A large and growing number of corporations now require millions of consumers and employees to sign contracts that include mandatory arbitration clauses. Most of these individuals have little or no meaningful opportunity to negotiate the terms of their contracts and so find themselves having to choose either to accept a mandatory arbitration clause or to forgo securing employment or needed goods and services. Incredibly, mandatory arbitration clauses also apply when individuals are trying to vindicate their civil rights under statutes specifically passed by Congress to protect them.
Although arbitration can be a fair and efficient way to resolve a dispute when both parties choose it after the dispute arises, there are a range of ways in which arbitration can be particularly hostile to individuals attempting to assert their rights.
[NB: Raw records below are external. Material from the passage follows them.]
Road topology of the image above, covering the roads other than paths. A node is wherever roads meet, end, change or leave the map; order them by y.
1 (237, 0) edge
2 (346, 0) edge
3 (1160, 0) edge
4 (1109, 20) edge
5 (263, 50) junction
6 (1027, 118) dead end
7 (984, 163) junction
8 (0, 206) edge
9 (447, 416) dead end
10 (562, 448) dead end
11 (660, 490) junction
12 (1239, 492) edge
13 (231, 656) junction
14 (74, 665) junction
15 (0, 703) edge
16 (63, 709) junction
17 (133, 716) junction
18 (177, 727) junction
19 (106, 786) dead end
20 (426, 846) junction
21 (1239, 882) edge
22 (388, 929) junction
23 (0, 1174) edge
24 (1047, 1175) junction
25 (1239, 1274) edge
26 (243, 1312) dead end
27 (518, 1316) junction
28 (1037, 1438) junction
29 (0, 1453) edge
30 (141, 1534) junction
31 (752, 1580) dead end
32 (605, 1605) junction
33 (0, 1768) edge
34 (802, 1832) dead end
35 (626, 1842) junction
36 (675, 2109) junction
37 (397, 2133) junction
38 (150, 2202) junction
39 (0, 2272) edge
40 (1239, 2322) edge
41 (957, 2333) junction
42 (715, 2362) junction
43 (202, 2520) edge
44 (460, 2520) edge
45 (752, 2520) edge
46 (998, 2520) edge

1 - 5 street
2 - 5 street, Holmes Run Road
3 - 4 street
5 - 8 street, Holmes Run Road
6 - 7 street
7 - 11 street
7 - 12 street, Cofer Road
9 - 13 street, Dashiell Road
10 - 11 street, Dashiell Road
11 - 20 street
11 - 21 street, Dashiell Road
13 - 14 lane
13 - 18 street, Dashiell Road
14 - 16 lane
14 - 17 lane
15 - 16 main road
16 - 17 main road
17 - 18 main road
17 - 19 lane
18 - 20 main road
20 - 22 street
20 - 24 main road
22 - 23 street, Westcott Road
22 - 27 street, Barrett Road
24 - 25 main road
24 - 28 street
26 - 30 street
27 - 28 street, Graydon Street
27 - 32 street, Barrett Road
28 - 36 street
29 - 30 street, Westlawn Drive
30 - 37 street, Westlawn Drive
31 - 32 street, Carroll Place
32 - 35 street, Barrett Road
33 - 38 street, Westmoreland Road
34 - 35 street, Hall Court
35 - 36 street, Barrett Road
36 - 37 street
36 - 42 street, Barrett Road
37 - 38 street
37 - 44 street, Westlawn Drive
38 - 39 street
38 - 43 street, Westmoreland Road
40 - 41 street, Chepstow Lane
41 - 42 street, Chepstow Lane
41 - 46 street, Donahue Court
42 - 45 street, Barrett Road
For example, high administrative fees, a lack of discovery proceedings and other civil due process protections, and no meaningful judicial review of arbitrators’ decisions can all act as barriers to the fair and just resolution of an individual’s claim. When arbitration is required rather than voluntarily chosen, the likelihood that these problems will occur and that arbitrators will favor repeat corporate players over individual claimants is increased.
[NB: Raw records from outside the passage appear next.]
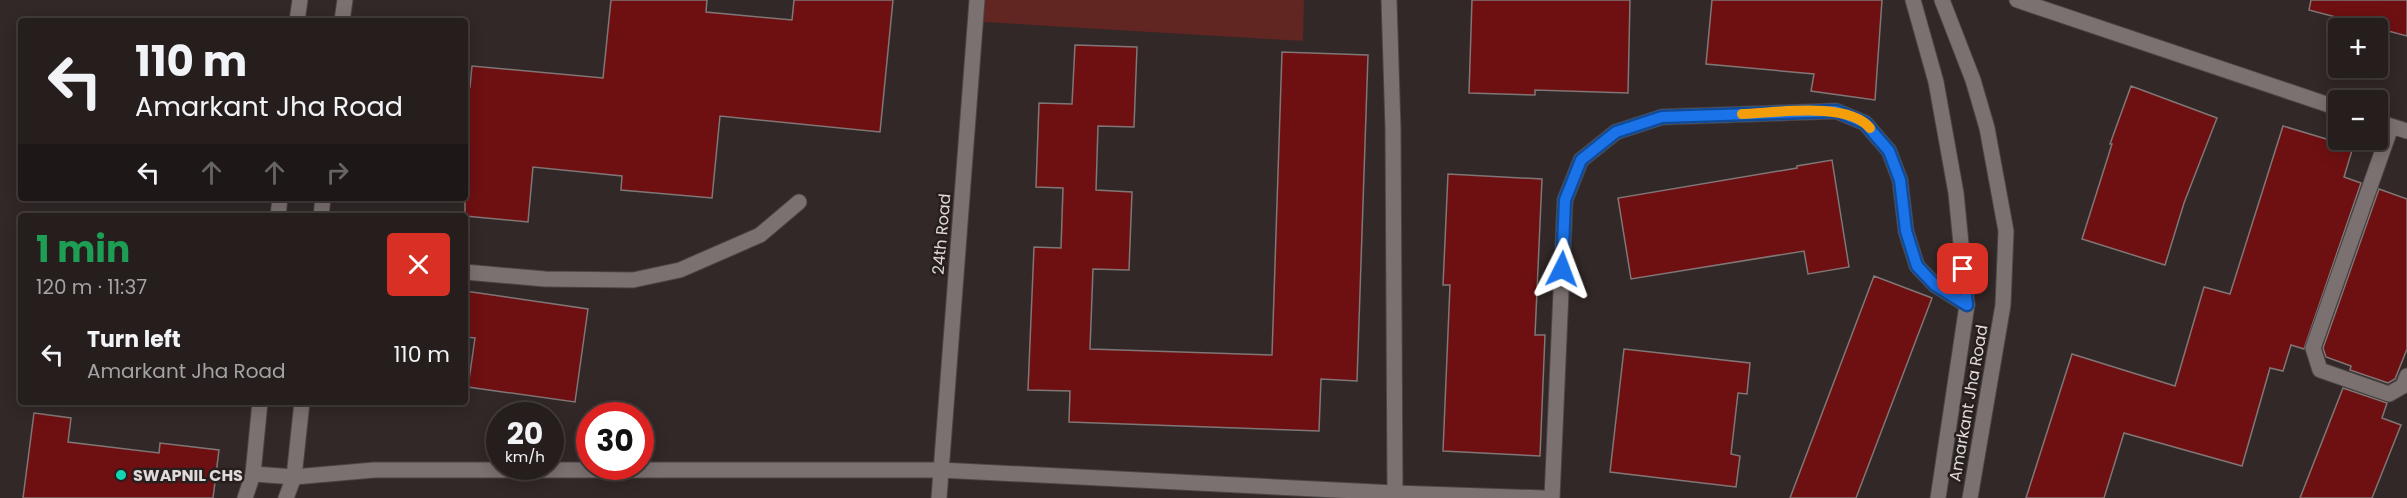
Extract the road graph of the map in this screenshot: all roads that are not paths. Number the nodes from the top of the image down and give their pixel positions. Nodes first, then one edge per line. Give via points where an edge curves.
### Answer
1 (300, 0) edge
2 (345, 0) edge
3 (978, 0) edge
4 (1389, 0) edge
5 (1914, 0) edge
6 (1942, 0) edge
7 (2017, 0) edge
8 (297, 18) edge
9 (342, 18) edge
10 (2328, 105) edge
11 (2388, 125) edge
12 (2407, 131) edge
13 (2376, 150) edge
14 (798, 202) dead end
15 (468, 272) edge
16 (1967, 305) junction
17 (2407, 376) edge
18 (260, 405) edge
19 (302, 405) edge
20 (940, 470) junction
21 (252, 474) junction
22 (294, 477) junction
23 (1395, 493) junction
24 (244, 498) edge
25 (286, 498) edge
26 (939, 498) edge
27 (1544, 498) edge
28 (1552, 498) edge
29 (1938, 498) edge
30 (1969, 498) edge

1 - 8 street
2 - 9 street
3 - 20 street, 24th Road
4 - 23 street
5 - 16 street, Amarkant Jha Road via 1936,82 1956,193
6 - 30 street, Amarkant Jha Road via 1987,128 2006,231 2003,305
7 - 10 street
11 - 12 street
13 - 17 street via 2313,348 2320,370 2389,394 2403,387
14 - 15 street via 760,235 680,270 633,280 545,279
16 - 28 street via 1935,285 1917,266 1906,231 1900,180 1889,151 1865,123 1836,111 1662,117 1616,132 1581,160 1565,200
16 - 29 street, Amarkant Jha Road
18 - 21 street
19 - 22 street
20 - 22 street via 385,470
20 - 23 street
20 - 26 street, 24th Road
21 - 22 street
21 - 24 street
22 - 25 street
23 - 27 street

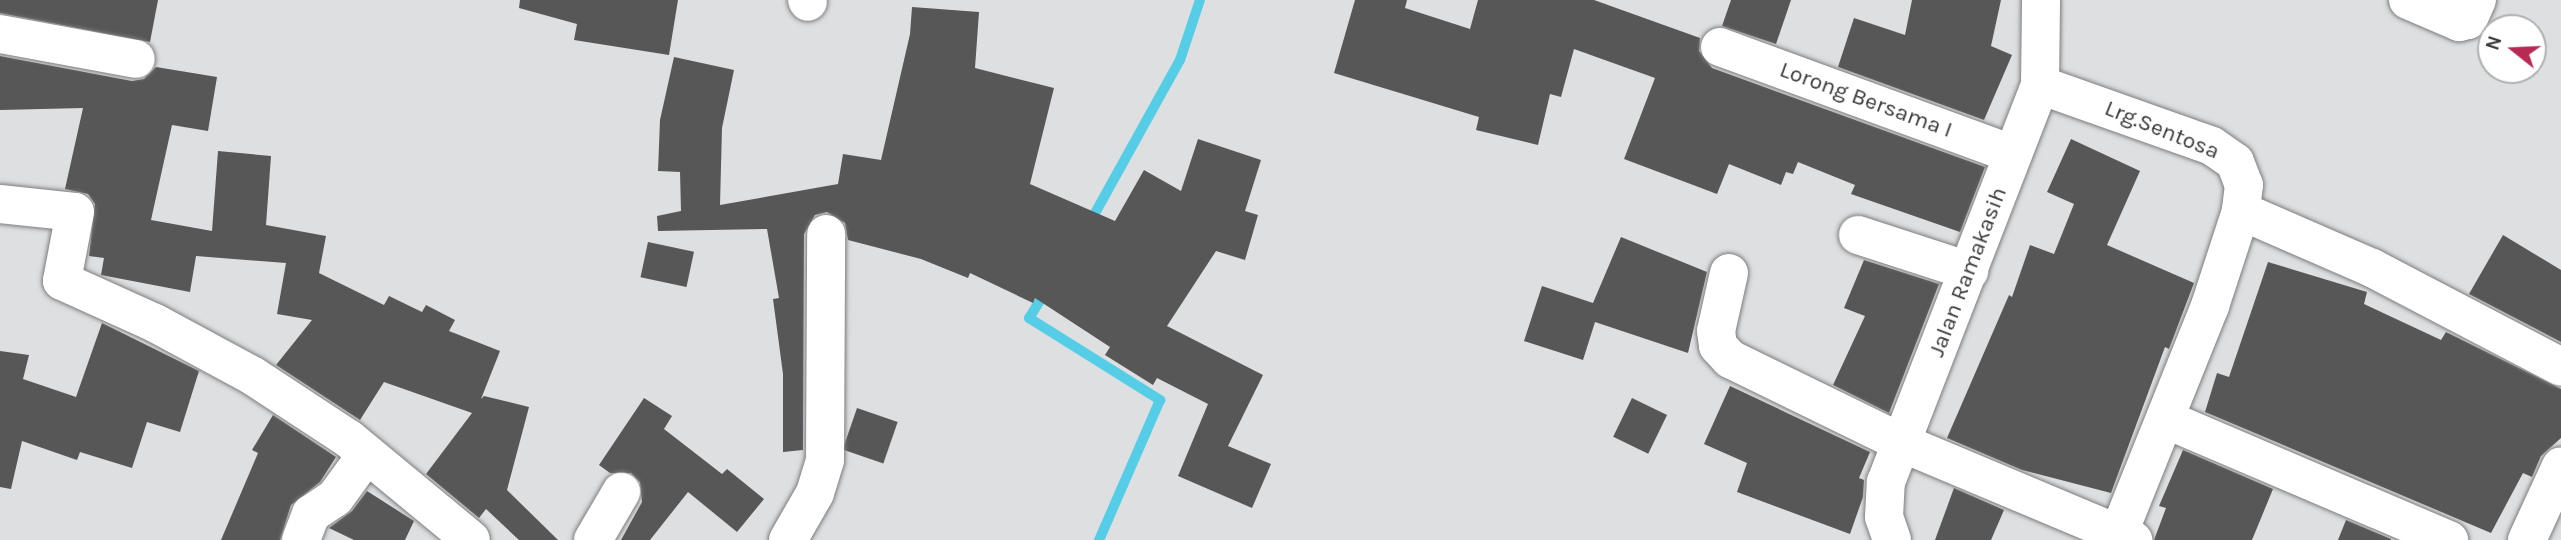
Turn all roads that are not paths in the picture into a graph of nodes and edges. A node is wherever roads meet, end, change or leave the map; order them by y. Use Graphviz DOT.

Although some states have tried to address this problem through consumer protection laws, courts have interpreted the FAA as trumping those state laws. In the current legal environment, consumers and employees have little recourse when faced with a mandatory arbitration system that is tilted in favor of large corporate interests. Contrary to the intent of the FAA, ordinary citizens are being forced into arbitration against their wishes.
The Arbitration Fairness Act of 2009, introduced in the Senate by Sen. Russ Feingold (D-WI), reflects the FAA’s original intent by requiring that agreements to arbitrate employment, consumer, franchise, or civil rights disputes be made after the dispute has arisen. The Act does not prohibit arbitration, but it will prevent a party with greater bargaining power from forcing individuals into arbitration through a contractual provision. It will ensure that citizens have a true choice between arbitration and the traditional civil court system. The Act does not apply to collective bargaining agreements, except that it reverses the Supreme Court’s April 2009 decision in 14 Penn Plaza v. Pyett, to make clear that such agreements may not waive employees’ rights to take federal and state statutory or constitutional claims to court.
A coalition of consumer, labor, and employment rights groups supports the measure. Included in the coalition are Consumers Union, Consumer Federation of American, Public Citizen, National Consumer Coalition for Nursing Home Reform, the AFL-CIO, SEIU, American Association for Justice, National Employment Lawyers Association, and National Association of Consumer Advocates.